For example, in the West now there is some propaganda for taking intoxication. The people want to forget the bodily existence. But how long will you forget? There will be a relapse. You can forget for one hour or two, by intoxication, and think that I am not this body. But unless you are actually on the platform of understanding yourself by knowledge, it is not possible to continue. Still, everyone is trying to think, "I am not this body." Because they have experience that, by bodily identification, they are suffering so much, and so, "If only I could forget my bodily identification!"

This is only a negative conception. When you actually realize yourself, that "I am Brahman," simply understanding Brahman will not do. You have to engage yourself in the activities of Brahman. Otherwise you will fall down. Simply flying very high is no solution to the problem of going to the Moon. Even if you go 25 million miles, still you are limited. So this will not do. If you at all want to go high, you must have shelter. If you can take rest there, then you cannot fall down. But if you have no rest, then you will have to fall down. The airplane goes so high, seven miles, eight miles up from the Earth, but it comes down immediately.

So, simply understanding Ahamkar meas no more than understanding the false identification. Simply understanding that I am not matter, I am soul, is not perfection. The impersonalist, the Void philosopher, simply thinks of the negative, that I am not this matter, I am not this body. This will not stay. You have to not only realize that you are not matter, but you have to engage yourself in the spiritual world. And that spiritual world means to be working in Krishna Consciousness. That spiritual world, that functioning of our real life, is Krishna Cosciousness.
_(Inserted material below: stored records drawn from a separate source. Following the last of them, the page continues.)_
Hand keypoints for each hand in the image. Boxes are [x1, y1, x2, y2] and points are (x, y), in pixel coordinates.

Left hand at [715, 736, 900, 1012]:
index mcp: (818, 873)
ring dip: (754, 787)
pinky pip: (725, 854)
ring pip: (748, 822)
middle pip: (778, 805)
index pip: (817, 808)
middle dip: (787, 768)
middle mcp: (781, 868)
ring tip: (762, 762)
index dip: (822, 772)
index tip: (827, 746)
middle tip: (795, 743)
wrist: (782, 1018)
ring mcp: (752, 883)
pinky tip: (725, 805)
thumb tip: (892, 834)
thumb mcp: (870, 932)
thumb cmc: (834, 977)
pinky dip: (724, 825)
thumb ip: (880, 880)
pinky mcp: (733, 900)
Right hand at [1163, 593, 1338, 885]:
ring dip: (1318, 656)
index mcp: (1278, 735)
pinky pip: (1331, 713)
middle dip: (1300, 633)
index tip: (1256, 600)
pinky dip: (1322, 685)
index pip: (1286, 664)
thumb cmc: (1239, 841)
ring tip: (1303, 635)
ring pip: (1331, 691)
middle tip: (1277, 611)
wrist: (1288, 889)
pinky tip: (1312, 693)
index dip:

False ego I have already explained. It is neither matter nor spirit, but the junction—where the spirit soul comes into contact with matter, and forgets himself. It is just as, in delirium, a man is diseased and his brain becomes puzzled, and gradually he forgets himself and becomes a madman. He is gradually forgetting. So there is the beginning of loss, and there is one point where he forgets. That beginning point is called Ahamkar, or false ego.
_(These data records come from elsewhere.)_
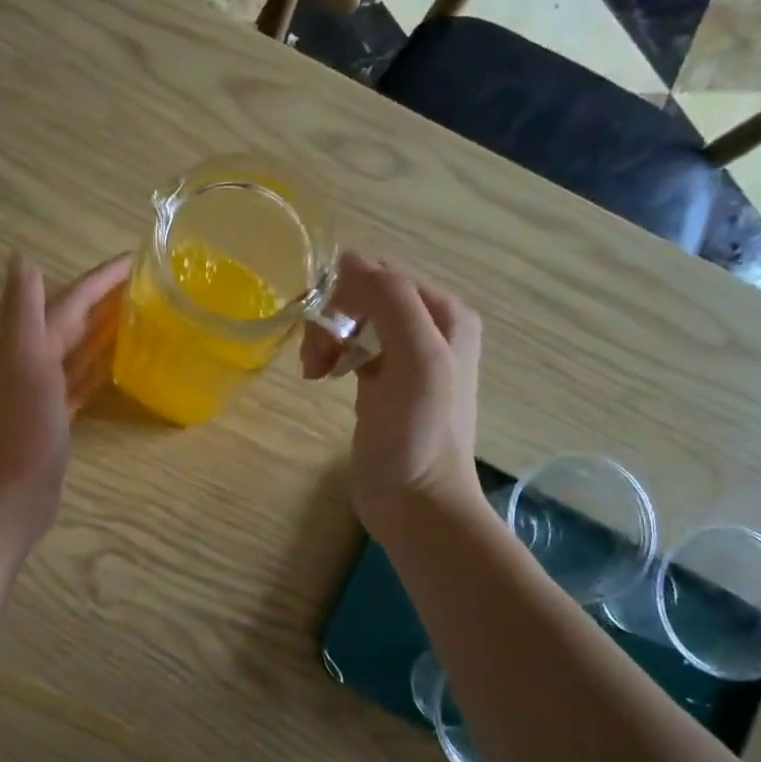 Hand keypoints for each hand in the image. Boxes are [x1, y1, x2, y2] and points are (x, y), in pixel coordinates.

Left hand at [0, 252, 130, 557]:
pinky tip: (123, 363)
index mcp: (31, 344)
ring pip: (82, 349)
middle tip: (151, 283)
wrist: (14, 495)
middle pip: (78, 320)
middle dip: (108, 298)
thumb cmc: (25, 430)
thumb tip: (21, 256)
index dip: (101, 278)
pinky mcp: (60, 416)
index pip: (72, 300)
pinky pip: (85, 381)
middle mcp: (37, 360)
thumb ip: (25, 312)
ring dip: (108, 330)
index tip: (139, 259)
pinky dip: (102, 367)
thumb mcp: (26, 363)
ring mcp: (48, 390)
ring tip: (145, 315)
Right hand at [301, 252, 484, 542]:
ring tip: (314, 370)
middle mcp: (429, 329)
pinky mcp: (381, 385)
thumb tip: (349, 258)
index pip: (385, 274)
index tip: (323, 325)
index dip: (348, 292)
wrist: (417, 503)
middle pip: (366, 296)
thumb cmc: (419, 432)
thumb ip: (391, 301)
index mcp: (445, 314)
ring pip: (354, 322)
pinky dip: (331, 355)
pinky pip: (351, 349)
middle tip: (316, 356)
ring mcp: (405, 358)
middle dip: (334, 317)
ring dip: (328, 338)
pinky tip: (319, 376)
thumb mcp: (416, 357)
Transcendental meditation, chanting the Maha Mantra—Hare Krishna, Hare Krishna, Krishna Krishna, Hare Hare/ Hare Rama, Hare Rama, Rama Rama, Hare Hare—is the process not merely of putting an end to this false conception of the self, but goes beyond that, to the point where the pure spirit soul engages in his eternal, blissful, all-knowing activities in the loving service of God. This is the height of conscious development, the ultimate goal of all living entities now evolving through the cycles and species of material Nature.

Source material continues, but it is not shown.